Start of Source material

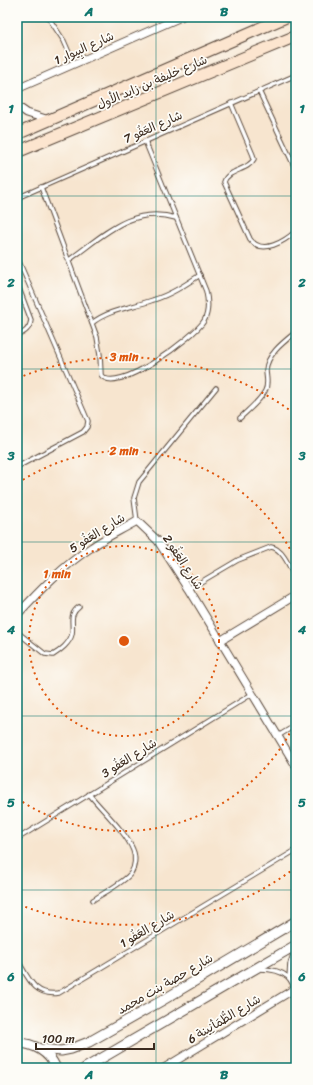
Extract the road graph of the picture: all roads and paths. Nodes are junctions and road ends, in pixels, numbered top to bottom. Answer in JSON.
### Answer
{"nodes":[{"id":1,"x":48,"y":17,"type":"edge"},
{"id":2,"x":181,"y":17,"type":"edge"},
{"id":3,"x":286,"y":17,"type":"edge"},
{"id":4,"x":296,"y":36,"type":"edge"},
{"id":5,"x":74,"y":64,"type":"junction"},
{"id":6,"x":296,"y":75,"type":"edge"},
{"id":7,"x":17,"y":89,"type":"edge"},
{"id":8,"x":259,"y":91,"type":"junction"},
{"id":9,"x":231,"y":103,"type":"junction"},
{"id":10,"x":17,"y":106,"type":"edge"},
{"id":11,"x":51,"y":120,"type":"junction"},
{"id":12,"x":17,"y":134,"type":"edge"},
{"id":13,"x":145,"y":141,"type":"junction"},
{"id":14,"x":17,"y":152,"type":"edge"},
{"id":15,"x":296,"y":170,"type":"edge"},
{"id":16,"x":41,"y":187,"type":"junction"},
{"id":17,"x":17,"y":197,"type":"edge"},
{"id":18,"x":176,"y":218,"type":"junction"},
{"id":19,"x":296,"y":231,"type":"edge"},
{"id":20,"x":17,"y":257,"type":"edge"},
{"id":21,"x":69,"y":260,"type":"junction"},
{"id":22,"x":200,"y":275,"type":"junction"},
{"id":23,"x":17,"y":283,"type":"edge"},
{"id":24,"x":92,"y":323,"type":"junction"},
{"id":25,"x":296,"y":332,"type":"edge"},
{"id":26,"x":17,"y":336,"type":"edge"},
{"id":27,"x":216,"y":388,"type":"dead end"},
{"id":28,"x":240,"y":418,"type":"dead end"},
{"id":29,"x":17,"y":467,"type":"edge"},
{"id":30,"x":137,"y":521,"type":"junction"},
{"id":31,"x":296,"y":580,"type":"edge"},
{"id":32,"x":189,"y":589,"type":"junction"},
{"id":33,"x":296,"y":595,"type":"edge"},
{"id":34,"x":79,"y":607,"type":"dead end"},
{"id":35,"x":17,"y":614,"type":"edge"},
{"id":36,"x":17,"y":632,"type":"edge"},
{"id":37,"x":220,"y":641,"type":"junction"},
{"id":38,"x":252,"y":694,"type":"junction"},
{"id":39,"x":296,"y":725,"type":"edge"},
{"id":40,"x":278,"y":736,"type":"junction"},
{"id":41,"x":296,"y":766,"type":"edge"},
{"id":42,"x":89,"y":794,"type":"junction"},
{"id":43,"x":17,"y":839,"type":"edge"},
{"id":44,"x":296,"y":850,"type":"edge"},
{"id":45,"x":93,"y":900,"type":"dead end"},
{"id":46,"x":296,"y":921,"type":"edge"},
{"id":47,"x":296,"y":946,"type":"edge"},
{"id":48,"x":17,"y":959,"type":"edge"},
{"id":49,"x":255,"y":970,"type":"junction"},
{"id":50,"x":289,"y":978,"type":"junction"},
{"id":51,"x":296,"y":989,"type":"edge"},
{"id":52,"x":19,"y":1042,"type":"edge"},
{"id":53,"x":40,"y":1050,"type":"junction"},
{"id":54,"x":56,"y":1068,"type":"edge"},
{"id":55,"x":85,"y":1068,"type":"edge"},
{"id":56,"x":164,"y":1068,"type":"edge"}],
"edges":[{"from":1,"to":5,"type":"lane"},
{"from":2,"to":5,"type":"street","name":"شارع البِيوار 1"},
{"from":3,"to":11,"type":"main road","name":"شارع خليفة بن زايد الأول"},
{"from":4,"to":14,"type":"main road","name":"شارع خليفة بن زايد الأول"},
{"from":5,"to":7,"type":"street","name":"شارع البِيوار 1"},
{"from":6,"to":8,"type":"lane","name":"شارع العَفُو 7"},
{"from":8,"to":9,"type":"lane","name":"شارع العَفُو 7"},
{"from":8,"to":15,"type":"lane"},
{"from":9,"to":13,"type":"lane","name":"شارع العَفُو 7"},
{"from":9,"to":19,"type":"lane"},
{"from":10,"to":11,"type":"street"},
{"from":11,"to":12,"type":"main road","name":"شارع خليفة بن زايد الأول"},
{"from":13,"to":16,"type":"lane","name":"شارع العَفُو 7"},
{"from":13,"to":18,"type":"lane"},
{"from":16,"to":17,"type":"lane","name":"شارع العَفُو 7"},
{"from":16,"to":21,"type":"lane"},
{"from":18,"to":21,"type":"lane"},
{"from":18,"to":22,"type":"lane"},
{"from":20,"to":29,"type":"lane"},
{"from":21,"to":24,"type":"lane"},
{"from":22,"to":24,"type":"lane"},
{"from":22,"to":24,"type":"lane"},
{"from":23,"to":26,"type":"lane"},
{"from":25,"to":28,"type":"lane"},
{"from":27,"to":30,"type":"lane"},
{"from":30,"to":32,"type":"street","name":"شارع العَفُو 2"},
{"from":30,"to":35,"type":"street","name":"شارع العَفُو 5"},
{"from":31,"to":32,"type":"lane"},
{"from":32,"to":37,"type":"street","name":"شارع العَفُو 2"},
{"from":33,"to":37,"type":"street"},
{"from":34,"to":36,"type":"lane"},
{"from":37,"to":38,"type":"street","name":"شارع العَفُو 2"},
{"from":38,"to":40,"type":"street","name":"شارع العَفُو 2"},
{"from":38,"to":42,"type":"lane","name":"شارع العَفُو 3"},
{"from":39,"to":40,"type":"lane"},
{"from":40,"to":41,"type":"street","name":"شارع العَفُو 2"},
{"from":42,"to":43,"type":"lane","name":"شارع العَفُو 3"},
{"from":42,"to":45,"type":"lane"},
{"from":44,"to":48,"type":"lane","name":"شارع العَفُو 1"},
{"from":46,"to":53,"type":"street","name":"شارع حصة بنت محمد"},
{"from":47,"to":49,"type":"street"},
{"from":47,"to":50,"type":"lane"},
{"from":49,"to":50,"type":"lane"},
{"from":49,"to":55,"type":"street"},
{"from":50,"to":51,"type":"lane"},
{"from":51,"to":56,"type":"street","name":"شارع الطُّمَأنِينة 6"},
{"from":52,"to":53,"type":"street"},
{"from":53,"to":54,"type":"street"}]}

End of Source material

Quote the records in full and exactly; skip any image.

Extract the road graph of the picture: all roads and paths. Nodes are junctions and road ends, in pixels, numbered top to bottom. Answer in JSON.
### Answer
{"nodes":[{"id":1,"x":48,"y":17,"type":"edge"},
{"id":2,"x":181,"y":17,"type":"edge"},
{"id":3,"x":286,"y":17,"type":"edge"},
{"id":4,"x":296,"y":36,"type":"edge"},
{"id":5,"x":74,"y":64,"type":"junction"},
{"id":6,"x":296,"y":75,"type":"edge"},
{"id":7,"x":17,"y":89,"type":"edge"},
{"id":8,"x":259,"y":91,"type":"junction"},
{"id":9,"x":231,"y":103,"type":"junction"},
{"id":10,"x":17,"y":106,"type":"edge"},
{"id":11,"x":51,"y":120,"type":"junction"},
{"id":12,"x":17,"y":134,"type":"edge"},
{"id":13,"x":145,"y":141,"type":"junction"},
{"id":14,"x":17,"y":152,"type":"edge"},
{"id":15,"x":296,"y":170,"type":"edge"},
{"id":16,"x":41,"y":187,"type":"junction"},
{"id":17,"x":17,"y":197,"type":"edge"},
{"id":18,"x":176,"y":218,"type":"junction"},
{"id":19,"x":296,"y":231,"type":"edge"},
{"id":20,"x":17,"y":257,"type":"edge"},
{"id":21,"x":69,"y":260,"type":"junction"},
{"id":22,"x":200,"y":275,"type":"junction"},
{"id":23,"x":17,"y":283,"type":"edge"},
{"id":24,"x":92,"y":323,"type":"junction"},
{"id":25,"x":296,"y":332,"type":"edge"},
{"id":26,"x":17,"y":336,"type":"edge"},
{"id":27,"x":216,"y":388,"type":"dead end"},
{"id":28,"x":240,"y":418,"type":"dead end"},
{"id":29,"x":17,"y":467,"type":"edge"},
{"id":30,"x":137,"y":521,"type":"junction"},
{"id":31,"x":296,"y":580,"type":"edge"},
{"id":32,"x":189,"y":589,"type":"junction"},
{"id":33,"x":296,"y":595,"type":"edge"},
{"id":34,"x":79,"y":607,"type":"dead end"},
{"id":35,"x":17,"y":614,"type":"edge"},
{"id":36,"x":17,"y":632,"type":"edge"},
{"id":37,"x":220,"y":641,"type":"junction"},
{"id":38,"x":252,"y":694,"type":"junction"},
{"id":39,"x":296,"y":725,"type":"edge"},
{"id":40,"x":278,"y":736,"type":"junction"},
{"id":41,"x":296,"y":766,"type":"edge"},
{"id":42,"x":89,"y":794,"type":"junction"},
{"id":43,"x":17,"y":839,"type":"edge"},
{"id":44,"x":296,"y":850,"type":"edge"},
{"id":45,"x":93,"y":900,"type":"dead end"},
{"id":46,"x":296,"y":921,"type":"edge"},
{"id":47,"x":296,"y":946,"type":"edge"},
{"id":48,"x":17,"y":959,"type":"edge"},
{"id":49,"x":255,"y":970,"type":"junction"},
{"id":50,"x":289,"y":978,"type":"junction"},
{"id":51,"x":296,"y":989,"type":"edge"},
{"id":52,"x":19,"y":1042,"type":"edge"},
{"id":53,"x":40,"y":1050,"type":"junction"},
{"id":54,"x":56,"y":1068,"type":"edge"},
{"id":55,"x":85,"y":1068,"type":"edge"},
{"id":56,"x":164,"y":1068,"type":"edge"}],
"edges":[{"from":1,"to":5,"type":"lane"},
{"from":2,"to":5,"type":"street","name":"شارع البِيوار 1"},
{"from":3,"to":11,"type":"main road","name":"شارع خليفة بن زايد الأول"},
{"from":4,"to":14,"type":"main road","name":"شارع خليفة بن زايد الأول"},
{"from":5,"to":7,"type":"street","name":"شارع البِيوار 1"},
{"from":6,"to":8,"type":"lane","name":"شارع العَفُو 7"},
{"from":8,"to":9,"type":"lane","name":"شارع العَفُو 7"},
{"from":8,"to":15,"type":"lane"},
{"from":9,"to":13,"type":"lane","name":"شارع العَفُو 7"},
{"from":9,"to":19,"type":"lane"},
{"from":10,"to":11,"type":"street"},
{"from":11,"to":12,"type":"main road","name":"شارع خليفة بن زايد الأول"},
{"from":13,"to":16,"type":"lane","name":"شارع العَفُو 7"},
{"from":13,"to":18,"type":"lane"},
{"from":16,"to":17,"type":"lane","name":"شارع العَفُو 7"},
{"from":16,"to":21,"type":"lane"},
{"from":18,"to":21,"type":"lane"},
{"from":18,"to":22,"type":"lane"},
{"from":20,"to":29,"type":"lane"},
{"from":21,"to":24,"type":"lane"},
{"from":22,"to":24,"type":"lane"},
{"from":22,"to":24,"type":"lane"},
{"from":23,"to":26,"type":"lane"},
{"from":25,"to":28,"type":"lane"},
{"from":27,"to":30,"type":"lane"},
{"from":30,"to":32,"type":"street","name":"شارع العَفُو 2"},
{"from":30,"to":35,"type":"street","name":"شارع العَفُو 5"},
{"from":31,"to":32,"type":"lane"},
{"from":32,"to":37,"type":"street","name":"شارع العَفُو 2"},
{"from":33,"to":37,"type":"street"},
{"from":34,"to":36,"type":"lane"},
{"from":37,"to":38,"type":"street","name":"شارع العَفُو 2"},
{"from":38,"to":40,"type":"street","name":"شارع العَفُو 2"},
{"from":38,"to":42,"type":"lane","name":"شارع العَفُو 3"},
{"from":39,"to":40,"type":"lane"},
{"from":40,"to":41,"type":"street","name":"شارع العَفُو 2"},
{"from":42,"to":43,"type":"lane","name":"شارع العَفُو 3"},
{"from":42,"to":45,"type":"lane"},
{"from":44,"to":48,"type":"lane","name":"شارع العَفُو 1"},
{"from":46,"to":53,"type":"street","name":"شارع حصة بنت محمد"},
{"from":47,"to":49,"type":"street"},
{"from":47,"to":50,"type":"lane"},
{"from":49,"to":50,"type":"lane"},
{"from":49,"to":55,"type":"street"},
{"from":50,"to":51,"type":"lane"},
{"from":51,"to":56,"type":"street","name":"شارع الطُّمَأنِينة 6"},
{"from":52,"to":53,"type":"street"},
{"from":53,"to":54,"type":"street"}]}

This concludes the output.